Provided information:
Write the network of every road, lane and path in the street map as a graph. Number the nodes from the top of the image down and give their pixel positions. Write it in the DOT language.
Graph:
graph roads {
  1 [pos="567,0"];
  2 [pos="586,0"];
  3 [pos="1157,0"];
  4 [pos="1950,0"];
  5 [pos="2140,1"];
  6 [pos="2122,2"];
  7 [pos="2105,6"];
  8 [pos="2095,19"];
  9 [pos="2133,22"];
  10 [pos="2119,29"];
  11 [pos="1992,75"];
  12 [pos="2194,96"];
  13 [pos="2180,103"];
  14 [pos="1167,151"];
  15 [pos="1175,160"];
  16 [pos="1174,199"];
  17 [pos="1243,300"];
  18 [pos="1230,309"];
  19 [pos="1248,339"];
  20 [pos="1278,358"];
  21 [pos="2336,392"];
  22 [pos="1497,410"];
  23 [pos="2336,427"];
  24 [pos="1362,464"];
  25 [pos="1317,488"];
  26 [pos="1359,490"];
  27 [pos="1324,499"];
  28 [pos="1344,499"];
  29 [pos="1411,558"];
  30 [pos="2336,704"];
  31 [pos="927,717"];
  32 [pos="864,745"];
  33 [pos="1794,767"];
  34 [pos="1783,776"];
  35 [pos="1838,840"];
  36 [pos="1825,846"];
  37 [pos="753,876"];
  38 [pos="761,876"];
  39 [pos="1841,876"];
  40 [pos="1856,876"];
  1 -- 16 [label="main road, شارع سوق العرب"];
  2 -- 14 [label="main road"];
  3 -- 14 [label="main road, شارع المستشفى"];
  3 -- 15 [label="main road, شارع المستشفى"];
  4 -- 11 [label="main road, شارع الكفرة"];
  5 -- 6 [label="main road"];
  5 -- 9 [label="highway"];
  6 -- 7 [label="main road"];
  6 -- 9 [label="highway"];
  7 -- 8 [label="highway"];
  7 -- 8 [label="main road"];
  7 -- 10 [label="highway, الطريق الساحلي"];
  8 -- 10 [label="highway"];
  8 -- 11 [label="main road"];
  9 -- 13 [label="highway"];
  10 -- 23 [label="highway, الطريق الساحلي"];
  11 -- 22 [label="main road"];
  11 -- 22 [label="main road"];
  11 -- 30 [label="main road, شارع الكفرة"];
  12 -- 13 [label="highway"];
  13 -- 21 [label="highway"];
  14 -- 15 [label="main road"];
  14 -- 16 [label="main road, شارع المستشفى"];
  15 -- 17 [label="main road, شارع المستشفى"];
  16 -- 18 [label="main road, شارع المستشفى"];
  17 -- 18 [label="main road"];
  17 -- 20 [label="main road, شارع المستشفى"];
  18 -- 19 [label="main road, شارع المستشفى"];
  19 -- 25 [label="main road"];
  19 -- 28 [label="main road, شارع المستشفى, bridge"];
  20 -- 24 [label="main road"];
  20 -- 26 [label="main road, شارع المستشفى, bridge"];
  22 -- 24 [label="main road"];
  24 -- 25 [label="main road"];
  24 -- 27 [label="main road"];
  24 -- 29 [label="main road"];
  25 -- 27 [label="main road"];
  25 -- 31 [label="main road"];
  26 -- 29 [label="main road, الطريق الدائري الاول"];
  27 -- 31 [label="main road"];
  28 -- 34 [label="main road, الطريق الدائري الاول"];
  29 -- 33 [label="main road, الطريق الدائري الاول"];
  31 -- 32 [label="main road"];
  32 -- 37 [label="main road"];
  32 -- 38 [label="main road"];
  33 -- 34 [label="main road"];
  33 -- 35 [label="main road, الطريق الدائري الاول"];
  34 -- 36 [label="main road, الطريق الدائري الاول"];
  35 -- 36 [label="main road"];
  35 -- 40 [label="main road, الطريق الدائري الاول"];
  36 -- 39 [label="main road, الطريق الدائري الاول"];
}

What is being asked: For this exercise, repeat each line of the listing exactly.

Response to the task:
Write the network of every road, lane and path in the street map as a graph. Number the nodes from the top of the image down and give their pixel positions. Write it in the DOT language.
Graph:
graph roads {
  1 [pos="567,0"];
  2 [pos="586,0"];
  3 [pos="1157,0"];
  4 [pos="1950,0"];
  5 [pos="2140,1"];
  6 [pos="2122,2"];
  7 [pos="2105,6"];
  8 [pos="2095,19"];
  9 [pos="2133,22"];
  10 [pos="2119,29"];
  11 [pos="1992,75"];
  12 [pos="2194,96"];
  13 [pos="2180,103"];
  14 [pos="1167,151"];
  15 [pos="1175,160"];
  16 [pos="1174,199"];
  17 [pos="1243,300"];
  18 [pos="1230,309"];
  19 [pos="1248,339"];
  20 [pos="1278,358"];
  21 [pos="2336,392"];
  22 [pos="1497,410"];
  23 [pos="2336,427"];
  24 [pos="1362,464"];
  25 [pos="1317,488"];
  26 [pos="1359,490"];
  27 [pos="1324,499"];
  28 [pos="1344,499"];
  29 [pos="1411,558"];
  30 [pos="2336,704"];
  31 [pos="927,717"];
  32 [pos="864,745"];
  33 [pos="1794,767"];
  34 [pos="1783,776"];
  35 [pos="1838,840"];
  36 [pos="1825,846"];
  37 [pos="753,876"];
  38 [pos="761,876"];
  39 [pos="1841,876"];
  40 [pos="1856,876"];
  1 -- 16 [label="main road, شارع سوق العرب"];
  2 -- 14 [label="main road"];
  3 -- 14 [label="main road, شارع المستشفى"];
  3 -- 15 [label="main road, شارع المستشفى"];
  4 -- 11 [label="main road, شارع الكفرة"];
  5 -- 6 [label="main road"];
  5 -- 9 [label="highway"];
  6 -- 7 [label="main road"];
  6 -- 9 [label="highway"];
  7 -- 8 [label="highway"];
  7 -- 8 [label="main road"];
  7 -- 10 [label="highway, الطريق الساحلي"];
  8 -- 10 [label="highway"];
  8 -- 11 [label="main road"];
  9 -- 13 [label="highway"];
  10 -- 23 [label="highway, الطريق الساحلي"];
  11 -- 22 [label="main road"];
  11 -- 22 [label="main road"];
  11 -- 30 [label="main road, شارع الكفرة"];
  12 -- 13 [label="highway"];
  13 -- 21 [label="highway"];
  14 -- 15 [label="main road"];
  14 -- 16 [label="main road, شارع المستشفى"];
  15 -- 17 [label="main road, شارع المستشفى"];
  16 -- 18 [label="main road, شارع المستشفى"];
  17 -- 18 [label="main road"];
  17 -- 20 [label="main road, شارع المستشفى"];
  18 -- 19 [label="main road, شارع المستشفى"];
  19 -- 25 [label="main road"];
  19 -- 28 [label="main road, شارع المستشفى, bridge"];
  20 -- 24 [label="main road"];
  20 -- 26 [label="main road, شارع المستشفى, bridge"];
  22 -- 24 [label="main road"];
  24 -- 25 [label="main road"];
  24 -- 27 [label="main road"];
  24 -- 29 [label="main road"];
  25 -- 27 [label="main road"];
  25 -- 31 [label="main road"];
  26 -- 29 [label="main road, الطريق الدائري الاول"];
  27 -- 31 [label="main road"];
  28 -- 34 [label="main road, الطريق الدائري الاول"];
  29 -- 33 [label="main road, الطريق الدائري الاول"];
  31 -- 32 [label="main road"];
  32 -- 37 [label="main road"];
  32 -- 38 [label="main road"];
  33 -- 34 [label="main road"];
  33 -- 35 [label="main road, الطريق الدائري الاول"];
  34 -- 36 [label="main road, الطريق الدائري الاول"];
  35 -- 36 [label="main road"];
  35 -- 40 [label="main road, الطريق الدائري الاول"];
  36 -- 39 [label="main road, الطريق الدائري الاول"];
}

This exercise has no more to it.